Wednesday, 24 October 2012

Mind How You Go

Now that nominations have closed for the ludicrous, dangerous positions of Police and Crime Commissioner, I shall be voting for Labour's Ron Hogg, as recommended by the man I know who knows most about this sort of thing, my Parish Council colleague, Bob Glass. I assume that it is First Past The Post. If not, then my second preference will go to my erstwhile neighbour, Kingsley Smith. Unless he is one of those on whom see below. Is he? The Conservative candidate here in Durham is 21. Yes, you read aright. Twenty-one years old. And there is no Lib Dem at all. Signs of the times, brethren. Signs of the times.

I quite understand why Lord (Sir Ian) Blair wants people to abstain. But, as with Obama and Romney, someone is going to win. However, I wouldn't blame anyone who couldn't be bothered, and it looks as if most people are going to take that view. Once that pitiful turnout is a matter of record, Labour should promise to abolish these positions, as part of a comprehensive restoration of the powers of councillors, parliamentarians, magistrates and jurors.

I have been as critical as anyone of Andrew Gilligan, once the man who exposed the Dodgy Dossier, since he went over to the Dark Side. More than anything, it has been his painfully obvious desire to overcompensate that has really proven an irritant. But he has done well in securing the withdrawal of a suspiciously well-funded "Independent" candidate in Lincolnshire, one Mervyn Barrett, a bought and paid for servant of G4S (which, terrifyingly, has already taken over Lincolnshire's custody suites, central control room and firearms licensing department, but which tweeted about a fortnight ago that it had a candidate in every area) and of the Fund for the New American Century, a neoconservative think tank. Now, how about a few exposés of rather more prominent figures with distinctly questionable links to the American neoconservative think tank circuit?

Take, for example, Michael Gove, a longstanding Blair groupie who once wrote that he wanted to swoon into the Great Man's arms, and a key player in the London subsidiary operation of the American Trotskyism that is the neoconservative movement. Gove came up through the 1980s New Right, which had few political and no sociological differences with the the New Left that eventually became New Labour. They both acted out their stated aims to legalise drugs, to abolish the age of consent, and so on.

The only difference was as to which foreign dictatorships they supported, and took payment from: the Soviet Bloc or China in one case, apartheid South Africa and various Latin American military juntas in the case of Gove and friends. A generation later, they could and did both agree on George W Bush. It is worth noting that for more than 20 years now, the only foreign interest willing or able to interfere financially in British political life has been the axis of American neoconservatives, who are not even in government in their win country, and the secular Israeli Far Right, which most unfortunately is very much in government in its own country.

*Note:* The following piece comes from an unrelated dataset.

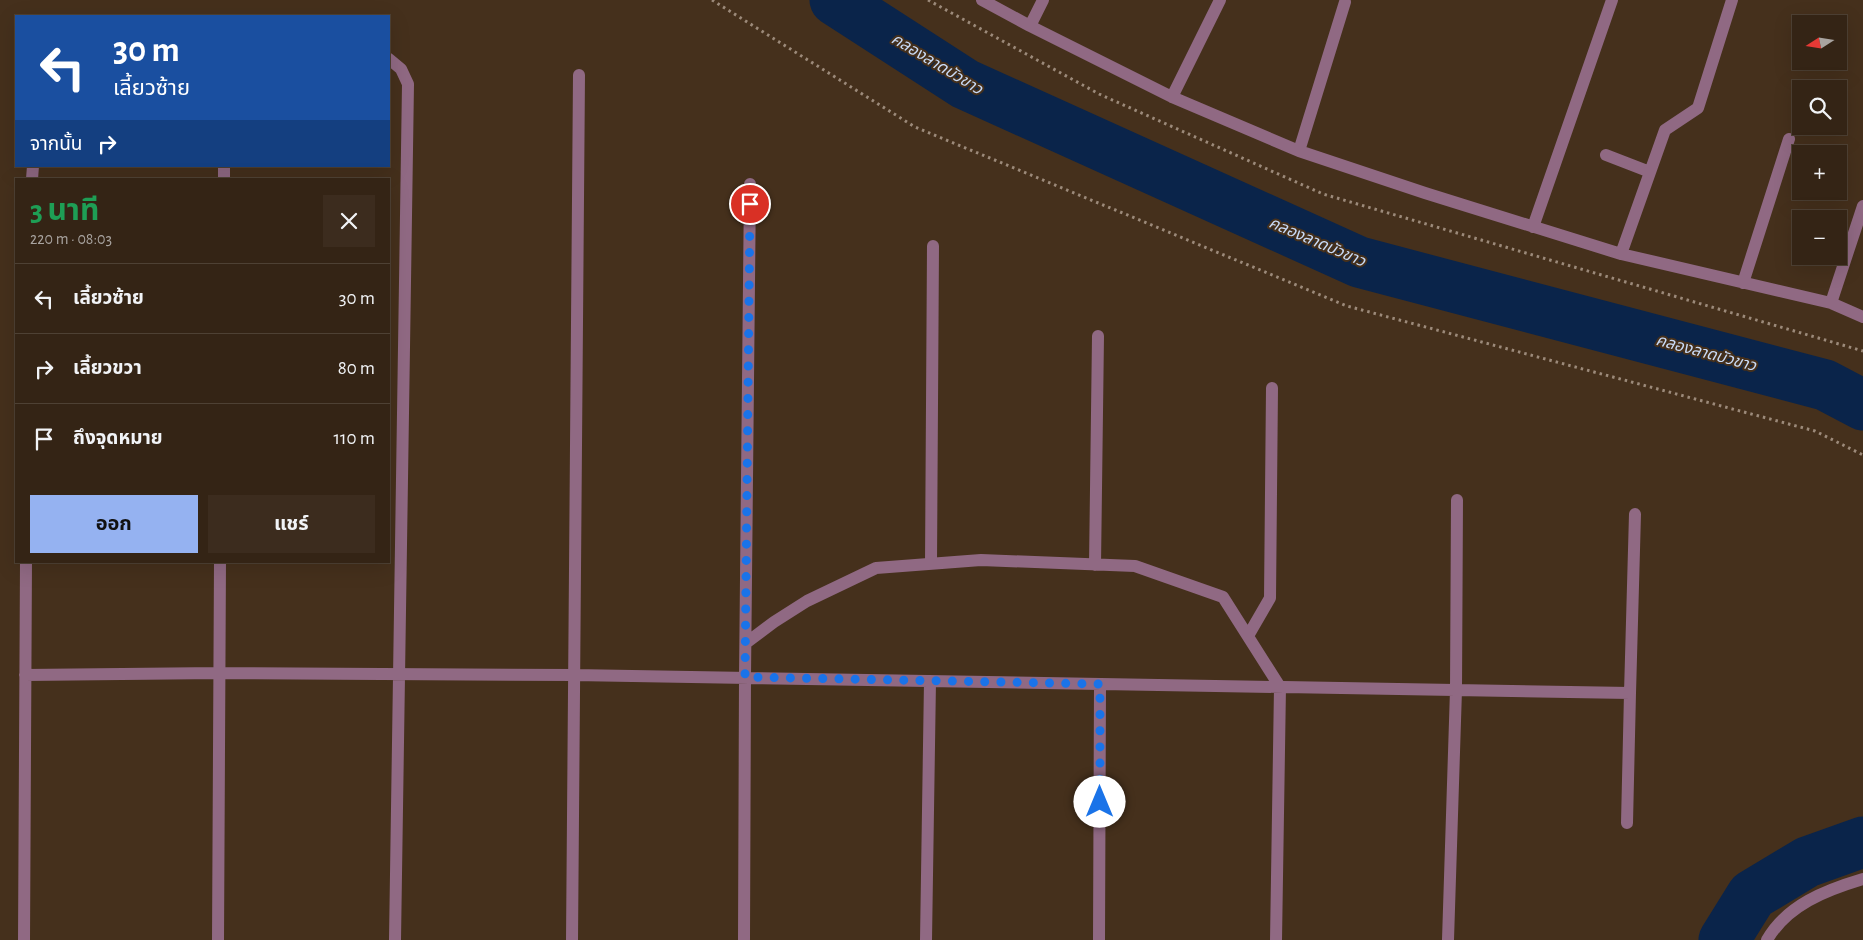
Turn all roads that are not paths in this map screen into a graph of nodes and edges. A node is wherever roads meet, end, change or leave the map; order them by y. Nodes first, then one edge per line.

The latter is funded entirely by the former, an arrangement which would be illegal in the other direction. It is also illegal here, but no one seems to care. They did, rightly, when the USSR used to fund the CPGB. They would if any other foreign interests were funding British politicians. But they don't care about this. Funny, that.

And then there are the links between the Coalition and the American healthcare companies. Go on, Andrew Gilligan. I dare you. You'd have to do a Paul Foot and publish it in Private Eye after your newspaper had refused to print it. But go on. I dare you.

Gove has just denounced Disraeli. Fine. By all means let Labour be the only party of the Tory populist tradition, far more of which was in any case carried over into it than into a party defined by the takeover of the Tory machine by successive waves of Country Whigs, Patriot Whigs, Liberal Unionists, Liberal Imperialists, National Liberals, Owenite refugees after the collapse of the SDP, and now Orange Book Lib Dems.